## Saved entries:
========================================================================

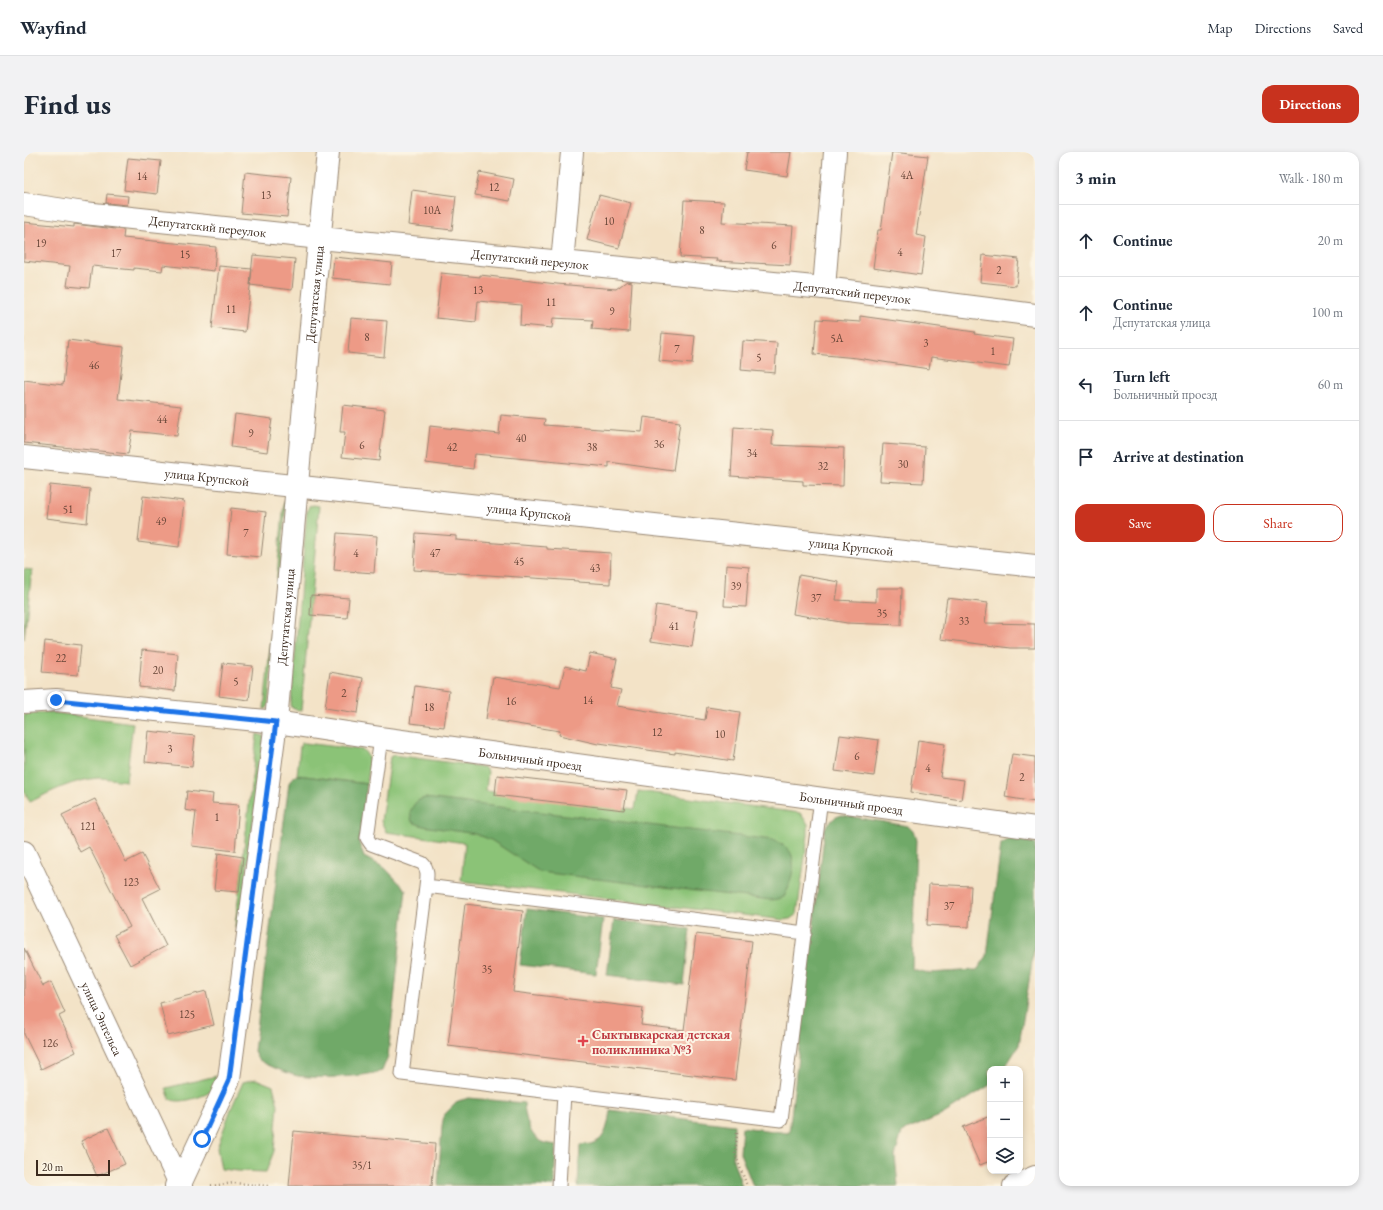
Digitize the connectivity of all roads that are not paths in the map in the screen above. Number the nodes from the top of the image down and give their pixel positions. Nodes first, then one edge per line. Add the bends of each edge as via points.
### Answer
1 (328, 152) edge
2 (572, 152) edge
3 (835, 152) edge
4 (24, 204) edge
5 (320, 238) junction
6 (562, 263) junction
7 (824, 288) junction
8 (1035, 315) edge
9 (24, 457) edge
10 (297, 487) junction
11 (1035, 566) edge
12 (24, 702) edge
13 (276, 722) junction
14 (381, 738) junction
15 (821, 798) junction
16 (1035, 828) edge
17 (24, 852) edge
18 (426, 886) junction
19 (805, 933) junction
20 (564, 1093) junction
21 (1035, 1177) edge
22 (179, 1185) edge
23 (559, 1186) edge
24 (1014, 1186) edge

1 - 5 street, Депутатская улица
2 - 6 street
3 - 7 street
4 - 5 street, Депутатский переулок via 84,213
5 - 6 street, Депутатский переулок
5 - 10 street, Депутатская улица
6 - 7 street, Депутатский переулок
7 - 8 street, Депутатский переулок
9 - 10 street, улица Крупской
10 - 11 street, улица Крупской
10 - 13 street, Депутатская улица
12 - 13 street, Больничный проезд via 56,700
13 - 14 street, Больничный проезд
13 - 22 street, Депутатская улица via 229,1080
14 - 15 street, Больничный проезд
14 - 18 lane via 367,838 371,844 426,866
15 - 16 street, Больничный проезд
15 - 19 lane
17 - 22 street, улица Энгельса
18 - 19 lane
18 - 20 lane via 402,1074
19 - 20 lane via 781,1120
20 - 23 lane
21 - 24 street

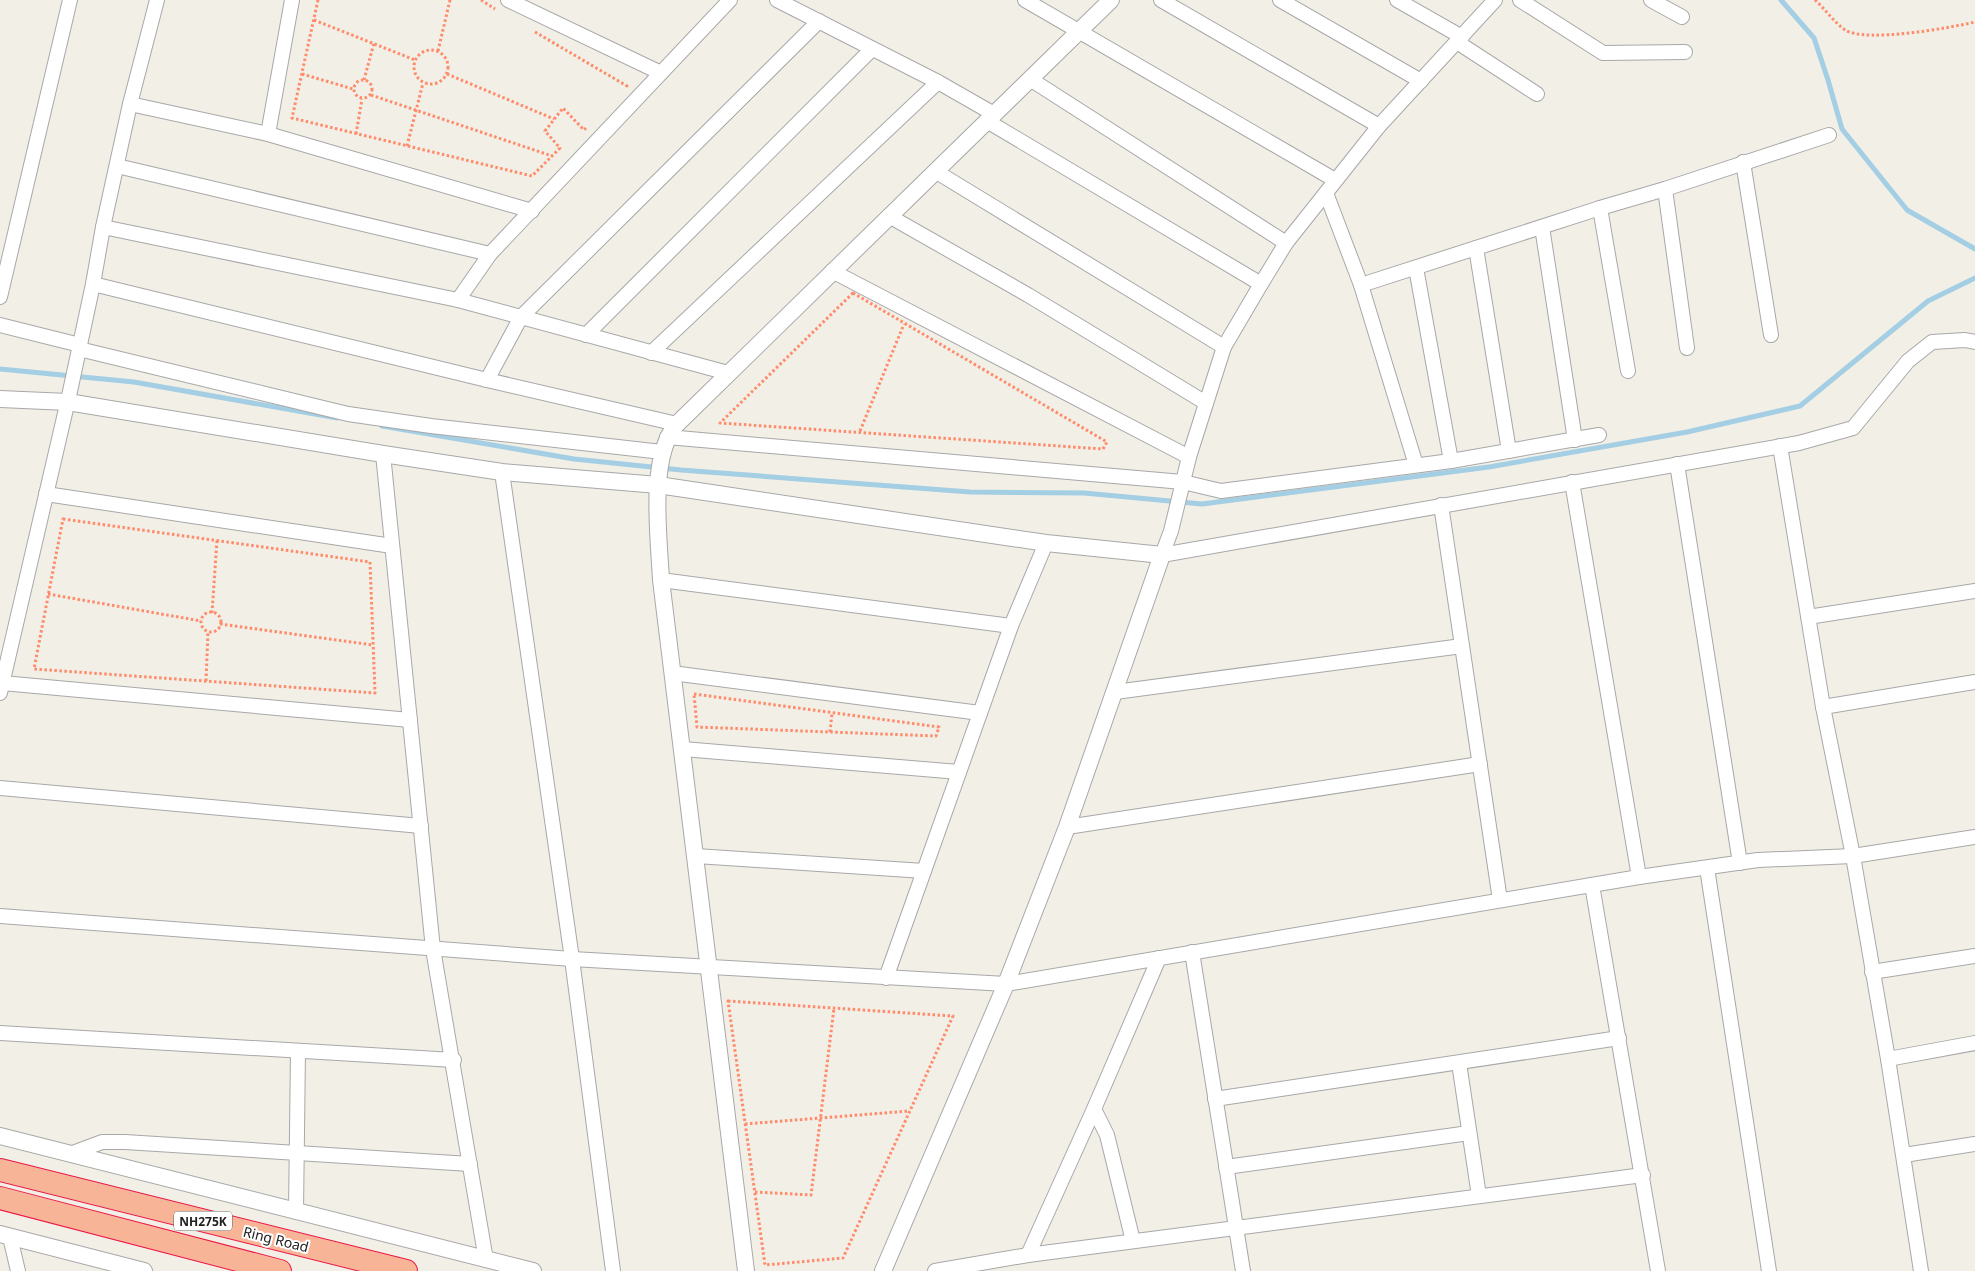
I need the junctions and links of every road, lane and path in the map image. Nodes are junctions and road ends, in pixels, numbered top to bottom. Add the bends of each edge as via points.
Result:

========================================================================

## Aim of the task:
What lines above contain the word "bends"? Return each such line.

## Output of the exercise:
Digitize the connectivity of all roads that are not paths in the map in the screen above. Number the nodes from the top of the image down and give their pixel positions. Nodes first, then one edge per line. Add the bends of each edge as via points.
I need the junctions and links of every road, lane and path in the map image. Nodes are junctions and road ends, in pixels, numbered top to bottom. Add the bends of each edge as via points.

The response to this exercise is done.